The ball begins to roll immediately due to friction. (It both rolls and slides.) You are looking for the point where the motion becomes rolling without sliding.

14. Aug 24, 2010

### Herr Malus

The reason I could never get the energy method to work was because I was never able to come up with an expression for the Work done by friction. As for it not being "simple", I beg to differ. You need a point where all external torque can either be countered or is not a factor. You already pointed out that the lowest point of the ball satisfies this, justification would solve the problem.

15. Aug 24, 2010

### w3390

@Herr Malus
So one of my options is to make my point of origin the contact point between the ball and the ground? I think this is what you mean by making torque not a factor because the radius component will be zero. Is that what you meant?

16. Aug 24, 2010

### Herr Malus

Yes, if you are using the point of contact between the ball and the floor you should see that torque is not a factor (hence angular momentum is conserved).

First you need to figure out which forces experienced by the ball may be a source of torque.

17. Aug 24, 2010

### w3390

Well I thought the only torque on the ball would be the friction force, but by making the contact point my origin I thought I eliminated that torque. The only other force acting on the ball would be gravity but that is antiparallel with the r component so it would just be zero. Am I wrong?

18. Aug 24, 2010

### hikaru1221

The work done by friction can be computed: $$dW = (v-\omega R)Fdt = (v-\omega R)mdv$$. From here, we need force analysis to derive the relation between v and omega. I'll leave the force analysis part for someone else.

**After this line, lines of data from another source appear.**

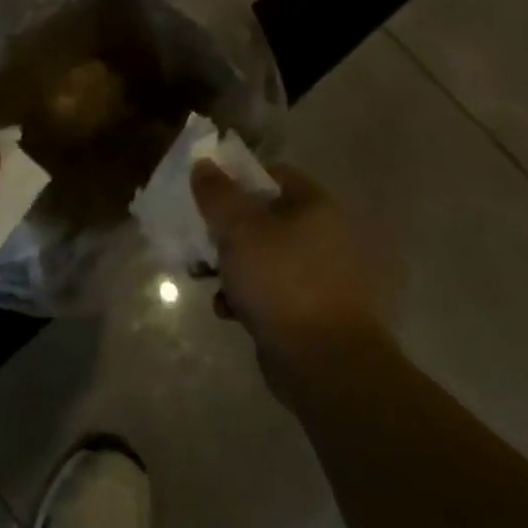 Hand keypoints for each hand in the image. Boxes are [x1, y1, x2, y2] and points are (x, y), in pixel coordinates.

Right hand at [191, 161, 400, 371]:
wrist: (325, 363)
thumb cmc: (281, 282)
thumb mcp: (238, 229)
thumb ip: (217, 194)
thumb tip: (204, 164)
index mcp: (316, 207)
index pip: (274, 175)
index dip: (238, 179)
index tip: (209, 197)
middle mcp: (326, 236)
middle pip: (265, 217)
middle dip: (228, 230)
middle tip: (201, 241)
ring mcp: (322, 276)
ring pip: (265, 256)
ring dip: (233, 266)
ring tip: (207, 280)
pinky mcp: (314, 310)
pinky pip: (273, 290)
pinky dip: (249, 296)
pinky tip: (229, 311) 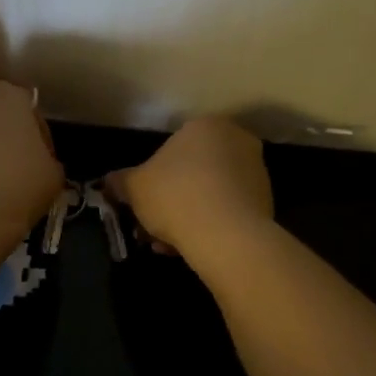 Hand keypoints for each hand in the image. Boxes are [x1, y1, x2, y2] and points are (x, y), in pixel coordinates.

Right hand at [109, 117, 273, 264]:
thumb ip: (120, 181)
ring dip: (189, 217)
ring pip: (210, 194)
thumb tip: (108, 182)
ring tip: (169, 246)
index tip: (142, 204)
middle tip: (152, 228)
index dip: (153, 178)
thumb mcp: (134, 187)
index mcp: (205, 126)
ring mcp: (256, 171)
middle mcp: (236, 140)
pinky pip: (228, 211)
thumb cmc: (175, 196)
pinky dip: (210, 227)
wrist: (226, 234)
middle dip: (171, 201)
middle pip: (193, 172)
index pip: (172, 148)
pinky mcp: (267, 202)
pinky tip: (192, 249) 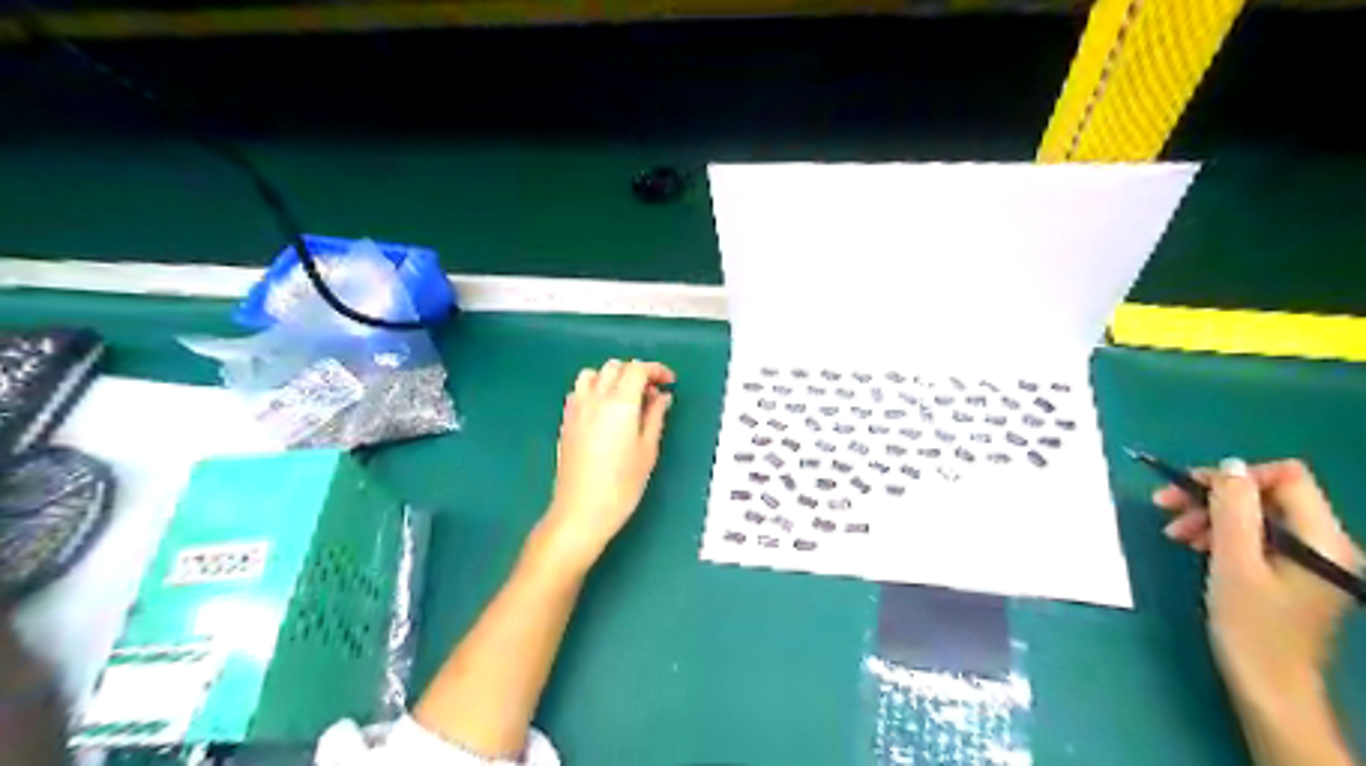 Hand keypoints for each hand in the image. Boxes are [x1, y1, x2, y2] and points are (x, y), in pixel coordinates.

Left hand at [539, 362, 675, 570]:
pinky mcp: (566, 421)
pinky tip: (604, 410)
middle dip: (635, 372)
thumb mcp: (648, 450)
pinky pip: (579, 391)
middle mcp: (595, 399)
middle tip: (651, 392)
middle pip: (614, 367)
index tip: (669, 381)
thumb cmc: (622, 485)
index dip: (656, 370)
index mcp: (620, 403)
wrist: (581, 511)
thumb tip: (662, 396)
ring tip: (626, 398)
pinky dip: (594, 389)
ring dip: (612, 377)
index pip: (637, 369)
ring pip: (592, 374)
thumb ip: (655, 417)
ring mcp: (576, 409)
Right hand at [1149, 460, 1365, 704]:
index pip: (1286, 478)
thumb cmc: (1250, 625)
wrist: (1269, 686)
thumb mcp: (1233, 562)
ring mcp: (1311, 559)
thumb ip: (1233, 509)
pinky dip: (1223, 534)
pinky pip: (1258, 536)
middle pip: (1268, 494)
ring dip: (1211, 515)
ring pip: (1257, 514)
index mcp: (1322, 539)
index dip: (1236, 476)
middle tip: (1164, 505)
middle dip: (1214, 496)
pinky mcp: (1295, 572)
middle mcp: (1326, 543)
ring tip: (1175, 532)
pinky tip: (1195, 544)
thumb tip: (1229, 466)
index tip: (1189, 490)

Torque = 0 is just one reason. The general formula is NOT: torque = d(angular momentum)/dt. Though this formula is popular, it's only true under some certain conditions.

19. Aug 24, 2010

### Herr Malus

Correct, Gravity is acting parallel and produces no torque. Friction acts at the point of contact and produces no torque. This gives you the justification to set up the equation initial angular momentum equals final angular momentum.

@hikaru1221
-Educate me. What are the conditions?

20. Aug 24, 2010

### hikaru1221

I don't remember the exact formula, but the condition is $$\vec{v}_{center-of-mass}\times\vec{v}_{A}=0$$, where A is the point we consider to calculate angular momentum. You can prove this with prudence.
The problem is even more complicated, as there can be 3 kinds of points, which correspond to 3 kinds of motion, at the point of contact. But I'll not discuss this here, as this may confuse the OP. Anyway, caution must be taken when applying the angular momentum conservation law.